- Born: 21 January 1896 Lichterfelde, German Empire
- Died: 14 June 1981 (aged 85) Lüneburg, Germany
- Allegiance: Germany
- Branch: Aviation (Luftstreitkräfte; Luftwaffe)
- Rank: Leutnant
- Unit: Schutzstaffel (Protection Squadron) 5, Jagdstaffel 24
- Commands: Jagdstaffel 38
- Awards: Iron Cross; letter of appreciation from Kaiser Wilhelm II
- Other work: Personal pilot for Heinrich Himmler and Reinhard Heydrich in 1930s

= Fritz Thiede =

German flying ace

Leutnant Fritz Thiede (21 January 1896 - 14 June 1981) was a World War I flying ace credited with eight aerial victories. He became a personal pilot for Heinrich Himmler and Reinhard Heydrich in the 1930s. He served in the Luftwaffe during World War II.

==Biography==

Fritz Thiede was born in Lichterfelde, the German Empire on 21 January 1896. He joined the 2nd Fusilier Artillery Regiment on 1 October 1913. He was still serving with them when World War I began.

On 1 May 1915, he transferred to the Luftstreitkräfte to start aviation training at Fliegerersatz-Abteilung (Replacement Detachment) 5 in Hannover, Germany. Once trained, Thiede was posted to Schutzstaffel (Protection Squadron) 5 in February 1916. This squadron was attached to "Bombengeschwader der Oberste Heeresleitung" 2; Bogohl 2 was directly subordinate to the German Supreme Command. Schutzstaffel 5 was a defensive fighter squadron. Thiede saw action over the Battle of the Somme.

Fritz Thiede was commissioned as a Leutnant in October 1917. He went to Jastaschule (Fighter School) to upgrade to single-seat fighters. On 21 January 1918, he was sent to a single-seat fighter squadron, Jagdstaffel 24.

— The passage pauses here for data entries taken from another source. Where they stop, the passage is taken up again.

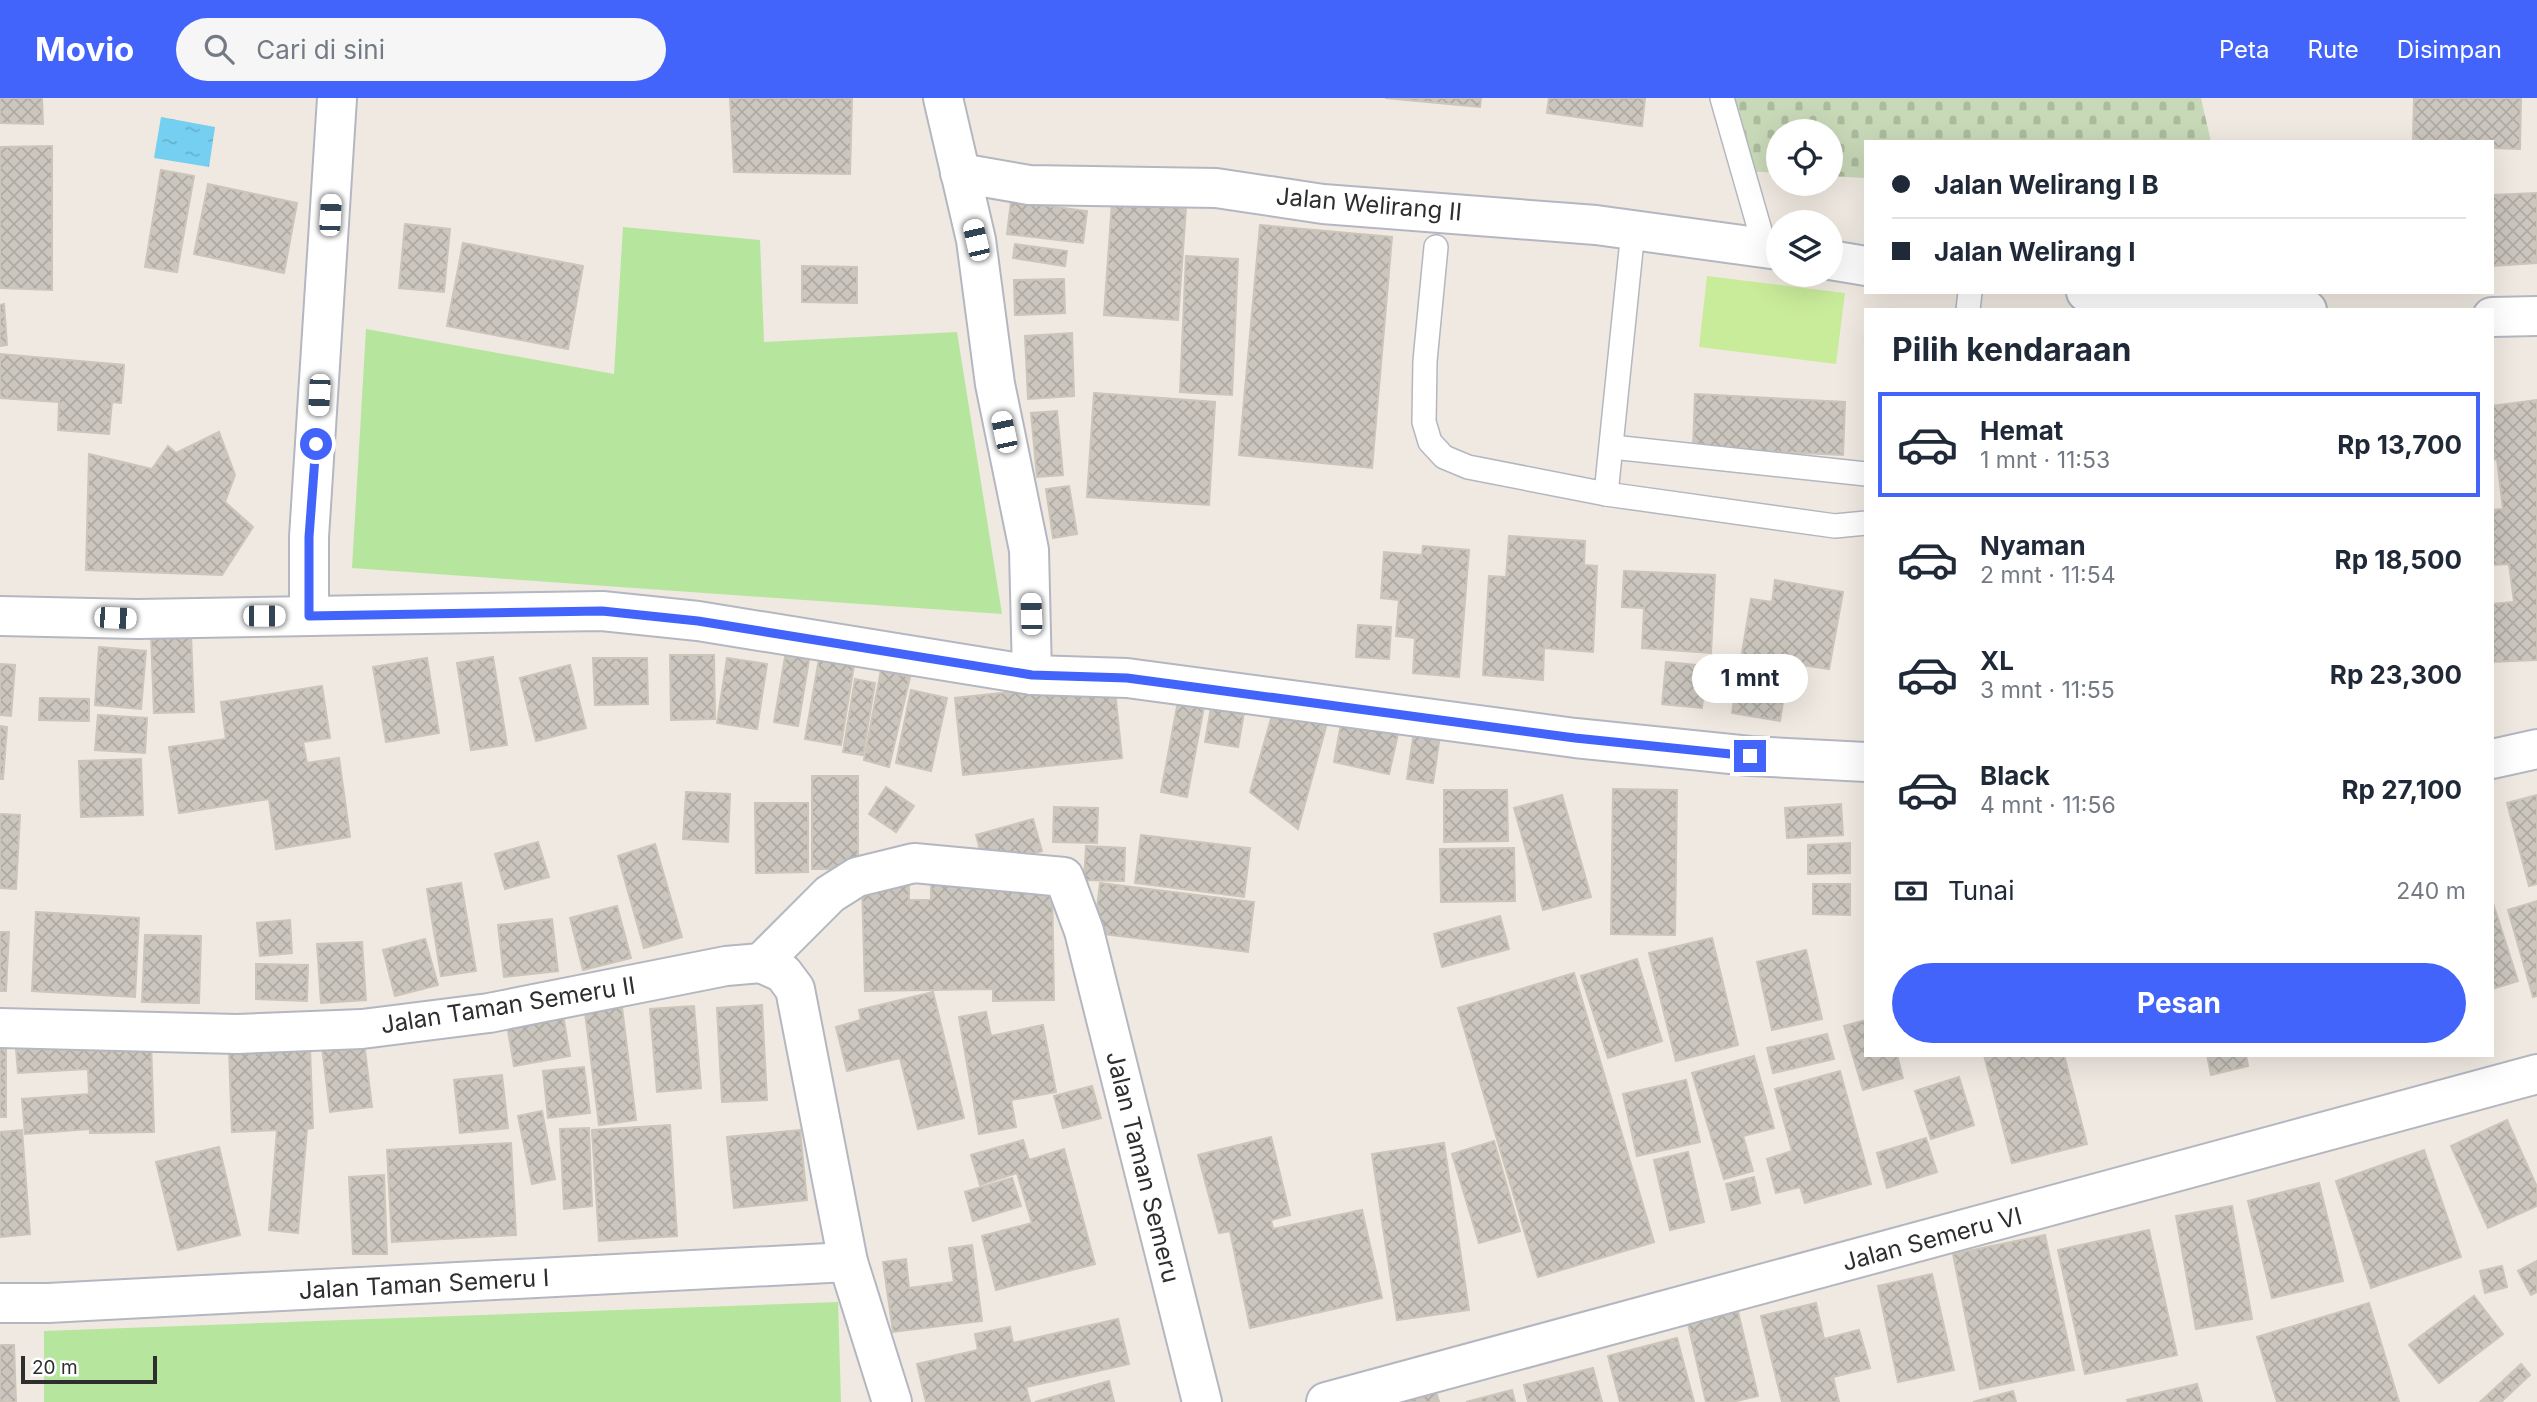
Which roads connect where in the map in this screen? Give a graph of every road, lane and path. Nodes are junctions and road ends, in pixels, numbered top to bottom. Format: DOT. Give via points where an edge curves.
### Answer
graph roads {
  1 [pos="337,98"];
  2 [pos="943,98"];
  3 [pos="1722,98"];
  4 [pos="960,173"];
  5 [pos="1633,230"];
  6 [pos="1766,231"];
  7 [pos="1436,247"];
  8 [pos="1766,248"];
  9 [pos="1843,262"];
  10 [pos="1864,266"];
  11 [pos="2102,294"];
  12 [pos="2199,306"];
  13 [pos="2253,308"];
  14 [pos="2537,316"];
  15 [pos="2494,317"];
  16 [pos="1612,447"];
  17 [pos="1864,474"];
  18 [pos="1606,494"];
  19 [pos="1864,523"];
  20 [pos="0,616"];
  21 [pos="309,616"];
  22 [pos="1032,675"];
  23 [pos="2537,749"];
  24 [pos="2494,759"];
  25 [pos="1864,762"];
  26 [pos="761,963"];
  27 [pos="0,1028"];
  28 [pos="2537,1074"];
  29 [pos="848,1262"];
  30 [pos="0,1303"];
  31 [pos="892,1402"];
  32 [pos="1202,1402"];
  33 [pos="1326,1402"];
  1 -- 21 [label="street" via="309,537"];
  2 -- 4 [label="street"];
  3 -- 6 [label="lane"];
  4 -- 5 [label="street, Jalan Welirang II" via="1029,185 1216,188 1323,204 1513,216"];
  4 -- 22 [label="street" via="976,240 995,384 1029,550"];
  5 -- 8 [label="street, Jalan Welirang II"];
  5 -- 16 [label="lane"];
  7 -- 18 [label="lane" via="1425,361 1424,422 1430,442 1444,457 1468,467"];
  9 -- 10 [label="street"];
  11 -- 12 [label="street"];
  12 -- 13 [label="street"];
  14 -- 15 [label="street"];
  16 -- 17 [label="lane"];
  16 -- 18 [label="lane"];
  18 -- 19 [label="lane" via="1835,526"];
  20 -- 21 [label="street"];
  21 -- 22 [label="street" via="602,611 698,621"];
  22 -- 25 [label="street" via="1127,678 1575,738 1750,756"];
  23 -- 24 [label="street"];
  26 -- 27 [label="street, Jalan Taman Semeru II" via="489,1013 362,1029 237,1034"];
  26 -- 29 [label="street" via="783,973 795,989"];
  26 -- 32 [label="street, Jalan Taman Semeru" via="830,894 857,877 915,863 1064,877 1084,932"];
  28 -- 33 [label="street, Jalan Semeru VI"];
  29 -- 30 [label="street, Jalan Taman Semeru I"];
  29 -- 31 [label="street"];
}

Thiede staked his first victory claim on 16 March 1918, but it went unconfirmed. On 22 March, he was brought down by anti-aircraft fire west of Le Fere, but was unscathed. On 21 April, he finally scored his first accredited victory, when he downed a SPAD over Tricot. Thiede received a personal letter of appreciation from Kaiser Wilhelm II for a double victory on the night of 23 May 1918. He would continue to score throughout May and June, becoming an ace on 15 June 1918.

On 23 June 1918, Thiede was reassigned, when he was given command of Jagdstaffel 38 in Macedonia. He scored three victories with them during September 1918, bringing his tally to eight confirmed wins. At some point during the war, he had won the Iron Cross First Class; this award presupposes prior award of the Second Class medal.

First Thiede would go on to become the private pilot for Reinhard Heydrich and Heinrich Himmler. In 1938, Thiede recommended a "below the tail" approach tactics for night fighters attacking enemy bombers, but it was rejected, only to be revived during the Second World War.
Thiede served in the Luftwaffe during World War II.